12/31/2016 update

In April 2015 our second lawsuit was heard in Alameda County Superior Court with the judge ordering that the approval of the final project environmental document be vacated. State Parks appealed the decision.

In the past year, Washoe Meadows Community sought the help of a professional mediator to attempt teamwork to reach an acceptable solution. However, these attempts failed to result in any agreement on a project that would sufficiently protect the resources of Washoe Meadows State Park.The case will now be heard in Appeals Court.  We will continue our legal campaign even as we hope for more dialogue to achieve a better project.

1-29-13 Update

A revised proposal from State Parks in 2013 doesn’t substantially change the open issues.

    • Washoe Meadows should remain a state park and none of its originally designated lands should be taken away for a golf course development. The Legislature voted to acquire this land in 1984 in order to preserve extraordinary natural resources and protect the water quality of Lake Tahoe. These unique resources haven’t gone away and they shouldn’t be destroyed. Preserving the Tahoe Basin’s watershed remains among the key reasons Washoe Meadows should remain protected as state park and not be sacrificed to a golf course.
    • Washoe Meadows State Park’s declassification in order to permit a golf course is a dangerous precedent.  If this state park can be sacrificed to development, no California State Park is secure.  Which state park may be next?
    • The economic and environmental analyses the state used to justify building a golf course are flawed and out of date.
    • This project is about restoring a river and protecting Lake Tahoe, as required by law. But the priority seems to be how to remodel a golf course.
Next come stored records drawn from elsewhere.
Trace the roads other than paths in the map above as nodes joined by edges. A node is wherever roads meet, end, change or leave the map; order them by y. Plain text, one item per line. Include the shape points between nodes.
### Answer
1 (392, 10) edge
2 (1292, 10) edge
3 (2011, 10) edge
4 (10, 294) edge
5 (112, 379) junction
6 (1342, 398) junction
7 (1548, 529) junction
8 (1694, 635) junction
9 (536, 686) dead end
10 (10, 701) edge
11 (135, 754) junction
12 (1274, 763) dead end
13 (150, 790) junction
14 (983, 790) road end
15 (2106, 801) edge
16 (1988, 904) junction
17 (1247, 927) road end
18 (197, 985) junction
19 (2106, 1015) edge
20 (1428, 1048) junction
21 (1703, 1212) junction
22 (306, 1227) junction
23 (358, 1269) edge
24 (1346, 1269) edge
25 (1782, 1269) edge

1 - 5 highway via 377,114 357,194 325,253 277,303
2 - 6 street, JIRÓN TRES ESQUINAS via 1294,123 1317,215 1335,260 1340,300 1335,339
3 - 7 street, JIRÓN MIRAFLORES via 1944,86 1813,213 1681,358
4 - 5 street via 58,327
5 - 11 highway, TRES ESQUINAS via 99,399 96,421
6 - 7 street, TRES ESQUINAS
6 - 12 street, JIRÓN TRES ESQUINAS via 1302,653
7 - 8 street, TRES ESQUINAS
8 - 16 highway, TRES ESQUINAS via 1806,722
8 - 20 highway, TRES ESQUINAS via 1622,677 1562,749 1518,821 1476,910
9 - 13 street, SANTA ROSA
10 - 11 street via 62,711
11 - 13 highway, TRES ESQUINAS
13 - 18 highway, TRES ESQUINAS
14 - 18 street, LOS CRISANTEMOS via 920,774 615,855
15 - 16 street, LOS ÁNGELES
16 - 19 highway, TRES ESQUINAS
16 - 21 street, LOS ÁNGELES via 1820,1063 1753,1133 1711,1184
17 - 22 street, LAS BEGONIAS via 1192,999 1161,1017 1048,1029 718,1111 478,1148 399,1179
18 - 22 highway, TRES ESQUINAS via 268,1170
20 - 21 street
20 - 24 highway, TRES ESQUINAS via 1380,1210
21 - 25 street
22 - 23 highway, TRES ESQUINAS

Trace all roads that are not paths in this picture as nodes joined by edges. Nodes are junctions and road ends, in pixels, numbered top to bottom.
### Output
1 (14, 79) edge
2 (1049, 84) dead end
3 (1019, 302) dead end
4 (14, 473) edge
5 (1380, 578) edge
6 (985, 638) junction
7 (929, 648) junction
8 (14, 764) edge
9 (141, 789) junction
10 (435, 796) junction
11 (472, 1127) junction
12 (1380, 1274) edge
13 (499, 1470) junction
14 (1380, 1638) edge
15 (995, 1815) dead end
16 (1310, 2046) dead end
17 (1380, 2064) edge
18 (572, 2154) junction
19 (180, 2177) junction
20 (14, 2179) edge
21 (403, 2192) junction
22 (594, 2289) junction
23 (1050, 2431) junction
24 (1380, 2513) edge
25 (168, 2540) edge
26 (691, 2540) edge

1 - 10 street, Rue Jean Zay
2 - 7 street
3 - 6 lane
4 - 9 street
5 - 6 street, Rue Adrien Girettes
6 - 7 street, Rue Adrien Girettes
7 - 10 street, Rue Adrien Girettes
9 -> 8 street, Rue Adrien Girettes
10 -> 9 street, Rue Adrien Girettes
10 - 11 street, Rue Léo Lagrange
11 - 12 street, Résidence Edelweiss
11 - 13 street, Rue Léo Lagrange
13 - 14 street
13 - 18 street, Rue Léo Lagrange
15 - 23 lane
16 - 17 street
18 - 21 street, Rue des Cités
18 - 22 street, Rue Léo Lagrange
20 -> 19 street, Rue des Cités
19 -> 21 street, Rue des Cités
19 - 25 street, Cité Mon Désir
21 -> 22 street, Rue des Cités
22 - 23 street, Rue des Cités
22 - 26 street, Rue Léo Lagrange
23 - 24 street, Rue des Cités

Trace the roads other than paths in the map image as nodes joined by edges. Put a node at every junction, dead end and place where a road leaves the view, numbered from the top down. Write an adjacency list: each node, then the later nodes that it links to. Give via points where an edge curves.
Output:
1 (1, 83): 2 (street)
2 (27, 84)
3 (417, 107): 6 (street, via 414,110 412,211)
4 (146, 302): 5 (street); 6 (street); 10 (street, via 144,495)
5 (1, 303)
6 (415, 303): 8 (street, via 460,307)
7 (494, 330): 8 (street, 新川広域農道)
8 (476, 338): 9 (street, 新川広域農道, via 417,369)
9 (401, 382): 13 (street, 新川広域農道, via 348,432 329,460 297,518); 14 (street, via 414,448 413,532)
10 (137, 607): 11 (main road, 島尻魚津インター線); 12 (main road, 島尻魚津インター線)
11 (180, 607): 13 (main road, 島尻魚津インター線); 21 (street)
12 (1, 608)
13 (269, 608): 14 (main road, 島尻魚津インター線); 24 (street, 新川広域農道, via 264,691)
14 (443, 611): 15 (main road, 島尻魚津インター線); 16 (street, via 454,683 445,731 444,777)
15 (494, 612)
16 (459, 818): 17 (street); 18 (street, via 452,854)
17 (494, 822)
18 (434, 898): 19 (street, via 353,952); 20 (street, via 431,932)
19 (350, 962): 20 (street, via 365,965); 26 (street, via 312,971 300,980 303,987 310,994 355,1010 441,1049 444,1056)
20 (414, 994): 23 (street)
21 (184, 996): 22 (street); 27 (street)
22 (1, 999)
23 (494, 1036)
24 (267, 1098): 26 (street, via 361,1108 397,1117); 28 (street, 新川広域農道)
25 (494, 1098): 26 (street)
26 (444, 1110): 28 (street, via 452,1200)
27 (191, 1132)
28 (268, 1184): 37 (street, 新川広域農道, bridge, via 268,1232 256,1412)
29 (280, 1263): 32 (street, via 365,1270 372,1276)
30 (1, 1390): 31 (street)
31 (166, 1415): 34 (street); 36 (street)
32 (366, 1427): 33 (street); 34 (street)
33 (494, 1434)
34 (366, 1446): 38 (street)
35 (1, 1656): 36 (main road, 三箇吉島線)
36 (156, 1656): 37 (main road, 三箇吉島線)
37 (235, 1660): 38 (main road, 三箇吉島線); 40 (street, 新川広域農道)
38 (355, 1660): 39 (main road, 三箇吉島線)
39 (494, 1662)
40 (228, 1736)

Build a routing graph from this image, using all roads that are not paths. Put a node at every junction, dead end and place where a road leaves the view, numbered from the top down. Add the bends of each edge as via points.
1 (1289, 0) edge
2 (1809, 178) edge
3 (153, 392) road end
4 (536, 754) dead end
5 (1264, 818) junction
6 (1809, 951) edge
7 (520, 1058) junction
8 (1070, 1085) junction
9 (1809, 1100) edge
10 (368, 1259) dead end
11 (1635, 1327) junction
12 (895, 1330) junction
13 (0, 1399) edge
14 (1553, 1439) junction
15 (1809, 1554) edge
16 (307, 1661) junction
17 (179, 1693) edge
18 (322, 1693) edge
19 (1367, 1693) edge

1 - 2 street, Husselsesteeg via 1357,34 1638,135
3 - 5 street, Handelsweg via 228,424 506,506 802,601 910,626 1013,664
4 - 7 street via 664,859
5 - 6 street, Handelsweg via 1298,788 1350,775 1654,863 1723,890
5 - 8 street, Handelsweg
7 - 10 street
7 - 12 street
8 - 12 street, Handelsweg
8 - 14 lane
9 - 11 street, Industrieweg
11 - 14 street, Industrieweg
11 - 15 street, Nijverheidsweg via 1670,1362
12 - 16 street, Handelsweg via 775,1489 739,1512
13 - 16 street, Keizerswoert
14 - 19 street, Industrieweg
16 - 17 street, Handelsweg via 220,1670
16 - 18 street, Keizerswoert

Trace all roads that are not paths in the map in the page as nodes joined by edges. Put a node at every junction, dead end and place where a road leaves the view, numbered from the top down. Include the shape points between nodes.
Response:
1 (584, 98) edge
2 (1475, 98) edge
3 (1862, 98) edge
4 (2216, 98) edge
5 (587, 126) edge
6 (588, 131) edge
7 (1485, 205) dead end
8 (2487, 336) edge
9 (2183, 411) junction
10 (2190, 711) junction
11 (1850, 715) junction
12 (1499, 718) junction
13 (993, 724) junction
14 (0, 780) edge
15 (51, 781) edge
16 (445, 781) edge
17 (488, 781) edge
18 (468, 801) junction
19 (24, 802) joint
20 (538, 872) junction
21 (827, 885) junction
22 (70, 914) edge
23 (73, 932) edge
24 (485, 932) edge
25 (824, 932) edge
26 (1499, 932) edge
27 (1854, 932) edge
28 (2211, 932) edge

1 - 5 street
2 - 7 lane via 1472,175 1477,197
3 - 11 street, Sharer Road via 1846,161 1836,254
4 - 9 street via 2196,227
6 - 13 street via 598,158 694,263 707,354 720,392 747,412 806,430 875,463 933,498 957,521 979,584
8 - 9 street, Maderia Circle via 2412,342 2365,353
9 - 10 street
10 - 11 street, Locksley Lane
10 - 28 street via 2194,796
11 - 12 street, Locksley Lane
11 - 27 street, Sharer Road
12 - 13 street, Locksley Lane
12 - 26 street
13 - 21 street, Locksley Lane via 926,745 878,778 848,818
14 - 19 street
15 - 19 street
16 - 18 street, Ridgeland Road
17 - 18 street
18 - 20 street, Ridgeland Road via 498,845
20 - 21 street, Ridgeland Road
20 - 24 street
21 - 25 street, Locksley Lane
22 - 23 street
Scientists, experts, public officials and citizens agree that the health of the river and Lake Tahoe shouldn’t be sacrificed to a golf course. The Meyers Plan suggests that Californians could be enjoying many types of family-family recreation here, but the State Parks focus remains on just one group of users: Golfers. There are nine other golf courses in or near S. Lake Tahoe. Golfers have many alternatives to the Lake Tahoe Golf Course, which, because of its location, has been degrading Lake Tahoe for five decades.

We took legal action as a last resort when State Parks and the Parks Commissioners failed to follow the law and address the public’s environmental concerns, as required under CEQA.

We support the restoration of the Upper Truckee River, but destroying a state park to build a golf course isn’t the way to do it.

State Parks can begin to restore its reputation by rethinking its plan for Washoe Meadows and get back to its mission of protecting the state’s natural, cultural, and recreational resources. Learn more.

A Dangerous Precedent–Special Interests Before Parks

Setting a shameful precedent, California State Parks Commissioners voted 5-0 in favor of extending a golf course into Washoe Meadows State Park. In order to make the Lake Tahoe Golf Course development legally possible, the Commissioners downgraded Washoe Meadows from a state park to a recreation area. Lobbied by business interests and a State Parks department that value profits over environmental and park protections, the Commissioners bent to the will of the golf course’s current concessionaire — the American Golf Corporation, the largest owner and manager of golf courses in the world. American Golf is owned by Wall Street giants Goldman Sachs and Starwood Capital. We have filed two lawsuits to protect Washoe Meadows. Click here to see a copy of our 2011 Press Release.

The Washoe Meadows Community believes the river can be restored, the park can be preserved, and golf can continue in the state recreation area on the east side of the river.